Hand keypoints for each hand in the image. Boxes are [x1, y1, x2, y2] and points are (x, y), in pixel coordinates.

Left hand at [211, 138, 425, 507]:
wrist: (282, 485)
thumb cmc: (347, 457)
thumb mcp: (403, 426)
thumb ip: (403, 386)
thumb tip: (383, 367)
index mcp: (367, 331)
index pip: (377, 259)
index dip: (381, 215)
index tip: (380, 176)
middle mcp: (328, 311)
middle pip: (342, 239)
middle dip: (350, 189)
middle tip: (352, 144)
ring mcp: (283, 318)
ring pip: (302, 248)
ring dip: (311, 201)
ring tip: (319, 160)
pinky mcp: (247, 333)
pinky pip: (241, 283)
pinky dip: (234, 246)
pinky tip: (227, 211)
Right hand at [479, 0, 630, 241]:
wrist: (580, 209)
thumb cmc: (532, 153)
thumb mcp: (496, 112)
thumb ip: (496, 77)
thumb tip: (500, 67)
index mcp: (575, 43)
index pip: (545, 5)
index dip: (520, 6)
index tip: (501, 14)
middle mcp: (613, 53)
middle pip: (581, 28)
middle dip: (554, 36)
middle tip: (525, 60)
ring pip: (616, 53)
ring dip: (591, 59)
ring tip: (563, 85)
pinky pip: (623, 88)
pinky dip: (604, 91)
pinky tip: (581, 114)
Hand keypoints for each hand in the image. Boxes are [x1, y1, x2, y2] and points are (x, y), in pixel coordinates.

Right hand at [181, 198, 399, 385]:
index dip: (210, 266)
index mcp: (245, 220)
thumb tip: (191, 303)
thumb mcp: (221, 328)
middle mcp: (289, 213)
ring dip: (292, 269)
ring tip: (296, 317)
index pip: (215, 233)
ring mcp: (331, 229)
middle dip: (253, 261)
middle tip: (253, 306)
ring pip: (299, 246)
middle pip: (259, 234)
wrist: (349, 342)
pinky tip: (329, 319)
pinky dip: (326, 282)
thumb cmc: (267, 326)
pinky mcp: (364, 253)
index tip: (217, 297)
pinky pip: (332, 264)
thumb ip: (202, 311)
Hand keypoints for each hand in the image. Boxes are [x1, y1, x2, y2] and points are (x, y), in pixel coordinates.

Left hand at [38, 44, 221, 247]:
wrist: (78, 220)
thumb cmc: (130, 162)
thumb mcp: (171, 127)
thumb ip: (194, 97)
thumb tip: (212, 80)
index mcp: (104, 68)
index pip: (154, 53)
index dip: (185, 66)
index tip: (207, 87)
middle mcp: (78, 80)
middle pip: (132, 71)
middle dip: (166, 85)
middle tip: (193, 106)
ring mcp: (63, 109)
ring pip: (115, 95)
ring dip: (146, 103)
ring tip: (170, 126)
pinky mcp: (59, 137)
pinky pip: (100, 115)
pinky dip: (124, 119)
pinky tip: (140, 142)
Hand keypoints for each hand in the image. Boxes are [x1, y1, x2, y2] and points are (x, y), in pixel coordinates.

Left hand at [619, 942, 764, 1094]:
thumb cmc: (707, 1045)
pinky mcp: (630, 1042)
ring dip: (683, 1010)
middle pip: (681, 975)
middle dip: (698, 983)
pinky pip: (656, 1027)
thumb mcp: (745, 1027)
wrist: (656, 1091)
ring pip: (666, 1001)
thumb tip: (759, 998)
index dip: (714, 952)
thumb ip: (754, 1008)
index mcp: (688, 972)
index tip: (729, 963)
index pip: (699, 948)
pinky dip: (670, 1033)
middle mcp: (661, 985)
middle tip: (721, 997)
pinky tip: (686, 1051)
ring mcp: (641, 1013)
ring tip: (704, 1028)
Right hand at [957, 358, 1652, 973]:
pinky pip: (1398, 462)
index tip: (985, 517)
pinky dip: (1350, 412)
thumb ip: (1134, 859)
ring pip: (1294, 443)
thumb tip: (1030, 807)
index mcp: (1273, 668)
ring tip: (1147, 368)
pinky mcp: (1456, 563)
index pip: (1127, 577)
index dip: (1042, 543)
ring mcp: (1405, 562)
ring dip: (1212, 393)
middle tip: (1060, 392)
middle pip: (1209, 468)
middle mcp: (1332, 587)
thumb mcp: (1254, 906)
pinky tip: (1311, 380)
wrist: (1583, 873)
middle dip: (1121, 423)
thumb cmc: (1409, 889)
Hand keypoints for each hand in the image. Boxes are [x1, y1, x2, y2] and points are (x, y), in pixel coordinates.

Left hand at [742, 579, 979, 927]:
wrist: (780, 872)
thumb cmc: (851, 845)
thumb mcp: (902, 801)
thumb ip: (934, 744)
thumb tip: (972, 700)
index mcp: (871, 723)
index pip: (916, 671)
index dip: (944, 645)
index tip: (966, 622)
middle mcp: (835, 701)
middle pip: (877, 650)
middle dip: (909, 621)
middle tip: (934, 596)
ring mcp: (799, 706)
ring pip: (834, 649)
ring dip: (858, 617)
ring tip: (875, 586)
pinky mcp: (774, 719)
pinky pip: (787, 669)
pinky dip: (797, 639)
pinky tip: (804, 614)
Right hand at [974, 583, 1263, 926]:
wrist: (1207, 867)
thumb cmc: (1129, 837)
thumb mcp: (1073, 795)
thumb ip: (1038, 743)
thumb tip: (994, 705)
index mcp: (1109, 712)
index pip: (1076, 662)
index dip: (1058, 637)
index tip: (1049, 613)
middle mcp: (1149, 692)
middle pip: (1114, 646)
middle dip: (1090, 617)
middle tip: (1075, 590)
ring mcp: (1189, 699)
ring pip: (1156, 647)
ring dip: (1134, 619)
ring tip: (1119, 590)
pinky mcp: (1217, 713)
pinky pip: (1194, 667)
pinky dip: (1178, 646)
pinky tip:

───

Write out the records once more, precisely as they stand.

COMPLETED EXERCISE:
Hand keypoints for each hand in the image. Boxes are [x1, y1, x2, y2] and points are (x, y), in pixel coordinates.

Left hand at [211, 138, 425, 507]:
wrist: (282, 485)
thumb cmc: (347, 457)
thumb mcp: (403, 426)
thumb ip: (403, 386)
thumb tip: (383, 367)
index mcp: (367, 331)
index pip: (377, 259)
index dip: (381, 215)
index tip: (380, 176)
middle mcp: (328, 311)
middle pip: (342, 239)
middle dip: (350, 189)
middle tip: (352, 144)
ring mcp: (283, 318)
ring pip: (302, 248)
ring dip: (311, 201)
ring tip: (319, 160)
pinky mcp: (247, 333)
pinky pip: (241, 283)
pinky dip: (234, 246)
pinky tip: (227, 211)
Right hand at [479, 0, 630, 241]:
wrist: (580, 209)
thumb cmc: (532, 153)
thumb mcp: (496, 112)
thumb ip: (496, 77)
thumb tip: (500, 67)
index mcp: (575, 43)
index pip: (545, 5)
index dip: (520, 6)
index tip: (501, 14)
middle mcp: (613, 53)
middle pip: (581, 28)
middle dip: (554, 36)
middle tip: (525, 60)
ring pip: (616, 53)
ring dip: (591, 59)
ring tip: (563, 85)
pinky pip: (623, 88)
pinky dip: (604, 91)
pinky tip: (581, 114)
Hand keypoints for each hand in the image. Boxes are [x1, y1, x2, y2] and points are (x, y), in pixel coordinates.

Right hand at [181, 198, 399, 385]:
index dip: (210, 266)
index mcp: (245, 220)
thumb tip: (191, 303)
thumb mcp: (221, 328)
middle mcp: (289, 213)
ring dip: (292, 269)
ring tip: (296, 317)
index pip: (215, 233)
ring mcp: (331, 229)
middle dip: (253, 261)
middle tip: (253, 306)
ring pip: (299, 246)
middle pip: (259, 234)
wrist: (349, 342)
pinky tip: (329, 319)
pinky dip: (326, 282)
thumb cmc: (267, 326)
pinky mcp: (364, 253)
index tip: (217, 297)
pinky pip: (332, 264)
thumb ip: (202, 311)
Hand keypoints for each hand in the image. Boxes are [x1, y1, x2, y2] and points are (x, y), in pixel coordinates.

Left hand at [38, 44, 221, 247]:
wrist: (78, 220)
thumb cmc: (130, 162)
thumb mcp: (171, 127)
thumb ip: (194, 97)
thumb tip: (212, 80)
index mcp: (104, 68)
index pip: (154, 53)
index dip: (185, 66)
index tip: (207, 87)
middle mcp: (78, 80)
middle pip: (132, 71)
middle dip: (166, 85)
middle tip: (193, 106)
ring mcp: (63, 109)
ring pip: (115, 95)
ring dip: (146, 103)
ring tip: (170, 126)
pinky mcp: (59, 137)
pinky pip: (100, 115)
pinky dip: (124, 119)
pinky tip: (140, 142)
Hand keypoints for each hand in the image. Boxes are [x1, y1, x2, y2] and points are (x, y), in pixel coordinates.

Left hand at [619, 942, 764, 1094]:
thumb cmc: (707, 1045)
pinky mcp: (630, 1042)
ring dip: (683, 1010)
middle pip: (681, 975)
middle dip: (698, 983)
pinky pip: (656, 1027)
thumb mcp: (745, 1027)
wrist: (656, 1091)
ring pip: (666, 1001)
thumb tip: (759, 998)
index dip: (714, 952)
thumb ip: (754, 1008)
index mcp: (688, 972)
index tip: (729, 963)
index pip: (699, 948)
pinky dip: (670, 1033)
middle mcp: (661, 985)
middle tip: (721, 997)
pinky tip: (686, 1051)
ring mcp: (641, 1013)
ring tip: (704, 1028)
Right hand at [957, 358, 1652, 973]:
pinky pip: (1398, 462)
index tip: (985, 517)
pinky dip: (1350, 412)
thumb ip: (1134, 859)
ring pip: (1294, 443)
thumb tip: (1030, 807)
index mcp: (1273, 668)
ring tip: (1147, 368)
pinky mcp: (1456, 563)
index pip: (1127, 577)
index dip: (1042, 543)
ring mcp: (1405, 562)
ring dip: (1212, 393)
middle tip: (1060, 392)
middle pip: (1209, 468)
middle mcp: (1332, 587)
thumb mcp: (1254, 906)
pinky tip: (1311, 380)
wrist: (1583, 873)
middle dip: (1121, 423)
thumb cmc: (1409, 889)
Hand keypoints for each hand in the image. Boxes are [x1, y1, x2, y2] and points are (x, y), in pixel coordinates.

Left hand at [742, 579, 979, 927]:
wrist: (780, 872)
thumb cmc: (851, 845)
thumb mcp: (902, 801)
thumb ip: (934, 744)
thumb tip: (972, 700)
index mcp: (871, 723)
index pip: (916, 671)
index dip: (944, 645)
index tip: (966, 622)
middle mcp: (835, 701)
middle pip: (877, 650)
middle dip: (909, 621)
middle tip: (934, 596)
ring mcp: (799, 706)
ring pip: (834, 649)
ring dip: (858, 617)
ring tip: (875, 586)
pinky mcp: (774, 719)
pinky pip: (787, 669)
pinky dip: (797, 639)
pinky tip: (804, 614)
Right hand at [974, 583, 1263, 926]:
wrist: (1207, 867)
thumb cmc: (1129, 837)
thumb mcp: (1073, 795)
thumb ip: (1038, 743)
thumb tip: (994, 705)
index mcp: (1109, 712)
index pip: (1076, 662)
index dip: (1058, 637)
index tip: (1049, 613)
middle mcp: (1149, 692)
middle pip: (1114, 646)
middle dip: (1090, 617)
middle tip: (1075, 590)
ring mcp: (1189, 699)
ring pip: (1156, 647)
ring dip: (1134, 619)
ring tip: (1119, 590)
pinky mcp: (1217, 713)
pinky pip: (1194, 667)
pinky dip: (1178, 646)
pinky tip:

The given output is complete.